A lawsuit on homosexuality to monitor

February 1 2013 by Kelly Boggs, Baptist Press

ALEXANDRIA, La. – A Ugandan homosexual rights organization has filed a federal lawsuit against an American pastor claiming his biblical views on homosexuality have influenced many citizens in their country and resulted in crimes against humanity.

Massachusetts pastor Scott Lively has been accused by the group Sexual Minorities Uganda (SMUG) of inciting the persecution of homosexuals in Uganda.

During a hearing, which took place in the United States District Court for the District of Massachusetts on Jan. 7, Lively was accused of “violating the law of nations” and “crimes against humanity” as well as conspiracy and various “civil rights” crimes. In the filing, SMUG listed a number of violent acts committed against homosexuals in Uganda that they claim Lively’s speeches against homosexuality have incited.

The suit seeks compensatory damages, punitive damages, exemplary damages, attorneys’ fees, and a “declaratory judgment that the Defendant’s conduct is in violation of the law of nations” as well as “all such other and further relief that the court may deem just and proper.”

SMUG is being represented in the United States by the Center for Constitutional Rights (CCR). According to its website, CCR “is a non-profit legal and educational organization committed to the creative use of law as a positive force for social change.”

According to a CCR press release, the lawsuit alleges that “Lively’s actions over the past decade, in collaboration with key Ugandan government officials and religious leaders, are responsible for depriving LGBTI people in Uganda of their fundamental human rights based solely on identity. This is the definition of persecution under international law and is deemed a crime against humanity.”

SMUG brought its lawsuit in U.S. Court under the Alien Tort Statute, a provision that allows U.S. federal courts to hear lawsuits filed by non-U.S. citizens for torts (cause of harm) committed in violation of international law.

“We want him held accountable for the escalating homophobia and persecution in Uganda,” SMUG representative Pepe Julian Onziema said, according to a CCR press release.

It is important to note that Uganda adopted its present constitution in 1995. Like the U.S. Constitution, the Ugandan governing document articulates the freedom of speech, expression, thought, conscience and belief.

In spite of the articulated freedoms that Lively operated under when preaching in Uganda, SMUG and its allies did not – and do not – like his message.

What was initiated by a Ugandan homosexual activist group and is being played out in a U.S. federal court has been predicted by some conservative observers – including yours truly – for quite some time. It seems evident that one of the goals of some homosexual activists is to silence any and all who would dare criticize or denounce their lifestyle.

Freedom is sometimes a very messy reality, especially when it comes to balancing of what seem to be competing rights. Though Uganda and the United States both have constitutions that clearly articulate that citizens have freedom of speech, even in America freedom of expression is not sacrosanct.

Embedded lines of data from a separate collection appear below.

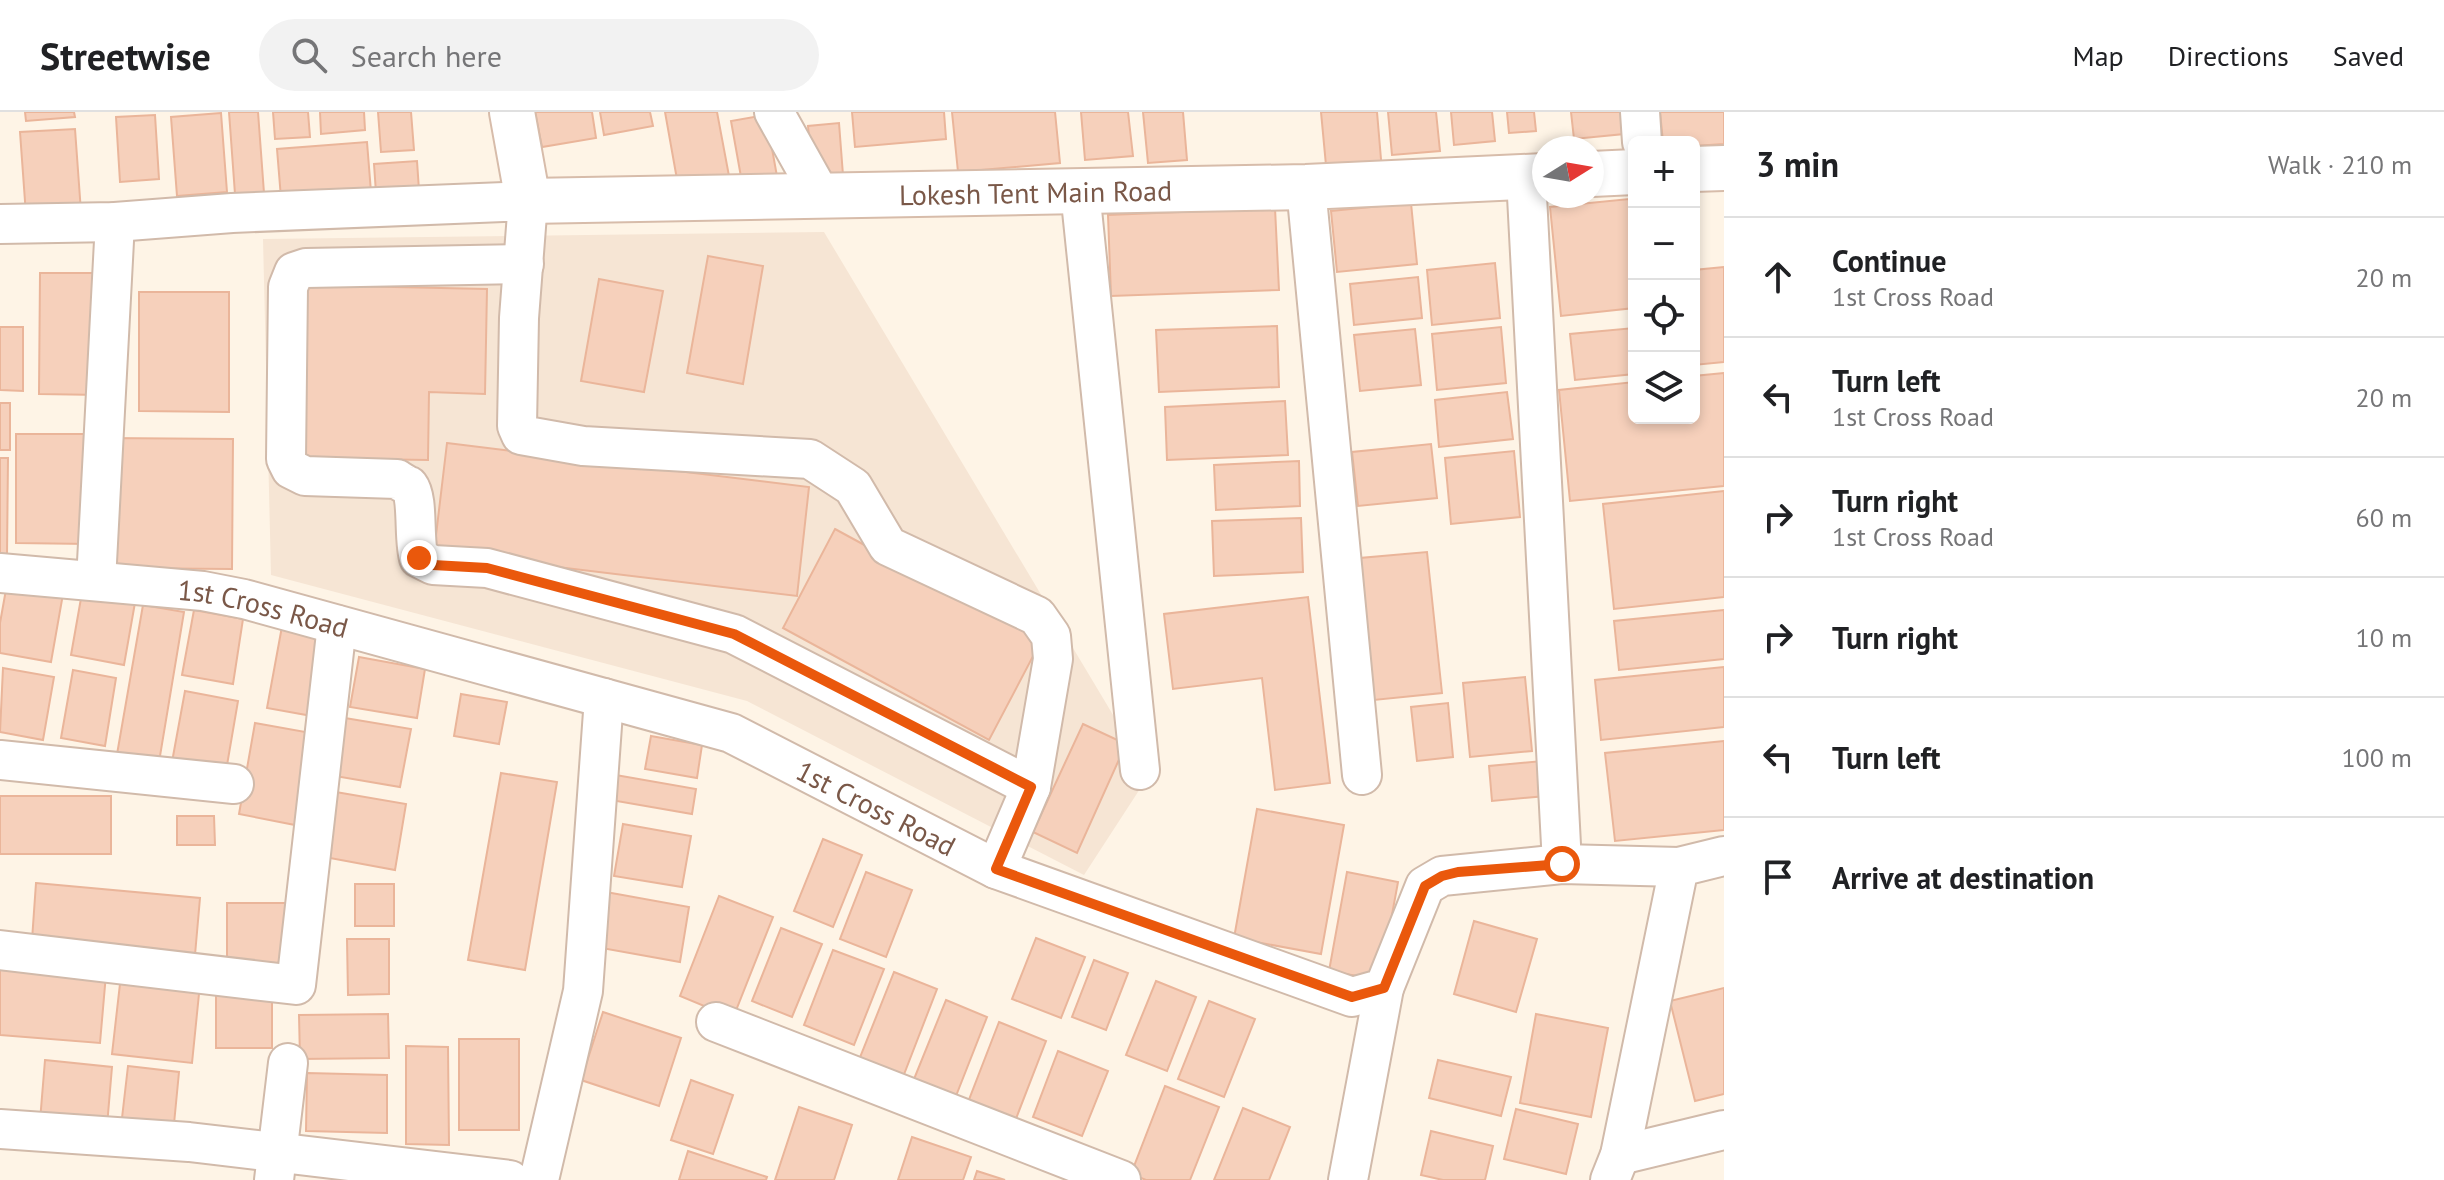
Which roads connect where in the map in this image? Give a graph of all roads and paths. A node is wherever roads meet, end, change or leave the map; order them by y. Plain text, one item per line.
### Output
1 (512, 112) edge
2 (774, 112) edge
3 (1640, 112) edge
4 (1642, 136) edge
5 (1724, 168) edge
6 (1700, 169) edge
7 (1628, 172) edge
8 (1604, 173) edge
9 (1532, 177) edge
10 (1306, 187) junction
11 (1080, 191) junction
12 (821, 196) junction
13 (528, 201) junction
14 (1536, 208) edge
15 (115, 222) junction
16 (0, 224) edge
17 (524, 264) junction
18 (0, 573) edge
19 (96, 581) junction
20 (337, 625) junction
21 (604, 698) junction
22 (0, 760) edge
23 (1140, 770) dead end
24 (1362, 775) dead end
25 (234, 784) dead end
26 (1031, 787) junction
27 (1724, 856) edge
28 (1562, 864) junction
29 (1679, 867) junction
30 (996, 869) junction
31 (0, 950) edge
32 (1384, 988) junction
33 (716, 1022) dead end
34 (288, 1063) dead end
35 (0, 1129) edge
36 (1724, 1130) edge
37 (275, 1166) edge
38 (1615, 1168) edge
39 (510, 1180) edge
40 (539, 1180) edge
41 (1121, 1180) edge
42 (1348, 1180) edge

1 - 13 street
2 - 12 street
3 - 4 street
5 - 6 street
7 - 8 street
9 - 10 street, Lokesh Tent Main Road
10 - 11 street, Lokesh Tent Main Road
10 - 24 street
11 - 12 street, Lokesh Tent Main Road
11 - 23 street
12 - 13 street, Lokesh Tent Main Road
13 - 15 street
13 - 17 street
14 - 28 street
15 - 16 street
15 - 19 street
17 - 26 street
17 - 26 street
18 - 19 street, 1st Cross Road
19 - 20 street, 1st Cross Road
20 - 21 street, 1st Cross Road
20 - 31 street
21 - 30 street, 1st Cross Road
21 - 40 street
22 - 25 street
26 - 30 street
27 - 29 street
28 - 29 street
28 - 32 street
29 - 38 street
30 - 32 street, 1st Cross Road
32 - 42 street
33 - 41 street
34 - 37 street
35 - 37 street
36 - 38 street
37 - 39 street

The Supreme Court of the United States has found there are some limitations on an individual’s right to speak freely. The burden of proving that a person’s speech falls into one of the limited categories is a very high legal standard, and it should be. Of the restrictions placed on the freedom of speech in the United States by the Supreme Court, it would seem SMUG is hoping the judge would find Lively’s expressions fall into the category of inciting illegal activity.

In commenting on the Supreme Court’s decision to restrict speech as it relates to illegal activity, Supreme Court Justice Oliver Wendell Holmes said, “The question in every case is whether the words used are used in such circumstances and are of such a nature as to create a clear and present danger that they will bring about the substantive evils that Congress has a right to prevent.”

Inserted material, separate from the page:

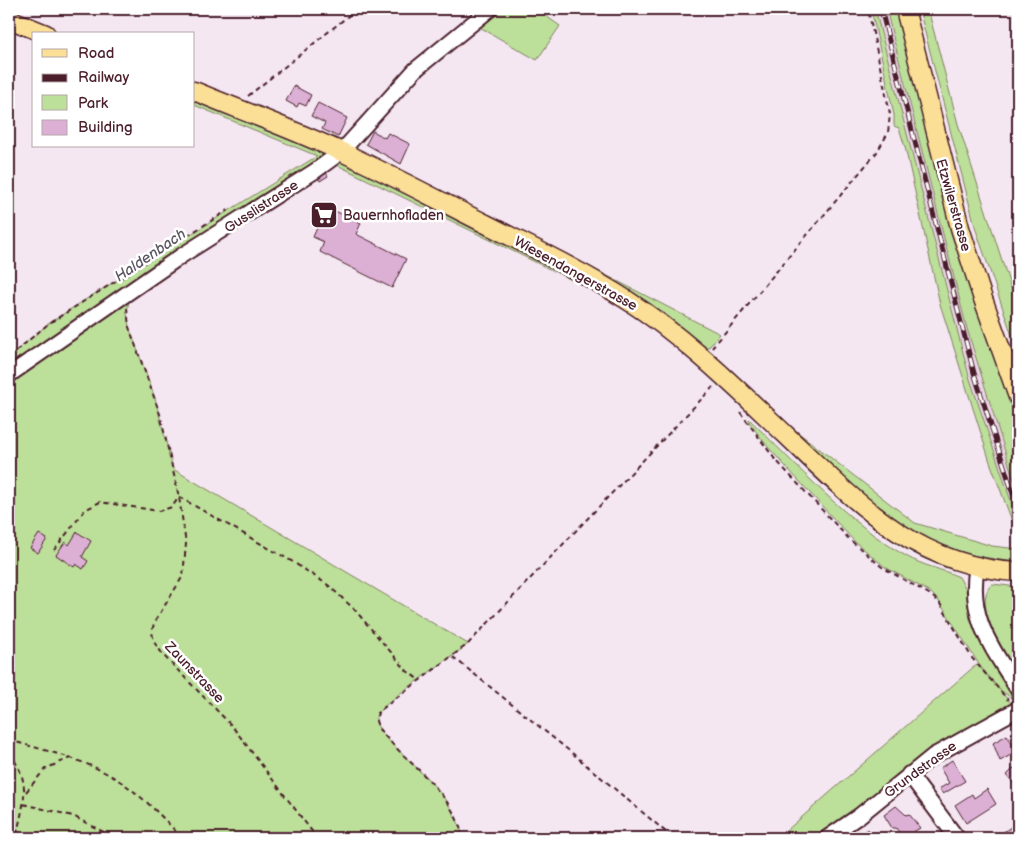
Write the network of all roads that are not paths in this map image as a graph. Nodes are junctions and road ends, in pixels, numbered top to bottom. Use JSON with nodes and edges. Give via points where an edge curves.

It will not be easy for SMUG to prove that Lively’s words were the motive for actions against those who practice homosexuality in Uganda. In American jurisprudence, the restriction of speech for reasons of causing unlawful activity is extremely rare.

The clash of rights that many have long predicted is now taking place in a U.S. federal court. An American judge is being asked to rule concerning Ugandan free speech rights as they apply to a United States citizen’s expression of his beliefs about the nature of homosexuality. You couldn’t make this stuff up if you tried.

Forget all the legal verbiage contained in the SMUG lawsuit against Lively. The real issue at hand is this: In Uganda – or in the United States – does the freedom to express one’s beliefs, no matter how repugnant those beliefs might be considered, trump a person’s right to not be offended?

If the judge does decide to hear the case and if he was to rule against Lively, homosexual activists would have a victory they have long sought. While it would not have immediate application in the U.S., you can assume activists would look for reasons to file similar suits in America.

If we are going to live in a pluralistic society that affords the right of free speech to every citizen, there is another freedom that must be diligently exercised – the freedom to ignore what offends you.

(EDITOR’S NOTE – Kelly Boggs is a weekly columnist for Baptist Press, director of the Louisiana Baptist Convention’s office of public affairs, and editor of the Baptist Message, newsjournal of the Louisiana Baptist Convention.)
2/1/2013 1:49:09 PM by Kelly Boggs, Baptist Press | with 0 comments



Are you having a spiritual temper tantrum?

February 1 2013 by Amanda Walker, Baptist Press

RUSTON, La. – Temper tantrums. If you are a mother of small children or had dealings with small children, then you know this scene well. Everything is going smoothly, and your child is happy until you tell your precious child, “No!” All of a sudden the child melts down into a fit, kicking, screaming and demanding that you allow her to do whatever it is she wants to do. As a mother of an almost 2-year-old, temper tantrums are a daily occurrence in our house. Our sweet little girl all of a sudden turns into someone you do not know, and you wonder what happened to your well-mannered child. Most of the time there is no reasoning with the child, and you have to take some sort of disciplinary action.

A few weeks ago I was dealing with one of Makaylan’s tantrums when God spoke very candidly to my spirit. As adults, we like to think of ourselves as greater than a 2-year-old, but many times we act just like them. We might not physically act out with kicking and screaming, but spiritually we close our hearts and resist God. We ask for something, and He says, “No” or, “Wait.” And the temper tantrum begins. The Bible calls this a battle between the flesh and the Spirit. Romans 8:5-8 says, “For those who live according to the flesh set their minds on the things of the flesh, but those who live according to the Spirit set their minds on the things of the Spirit. For to set the mind on the flesh is death, but to set the mind on the Spirit is life and peace. For the mind that is set on the flesh is hostile to God, for it does not submit to God’s law; indeed, it cannot. Those who are in the flesh cannot please God.”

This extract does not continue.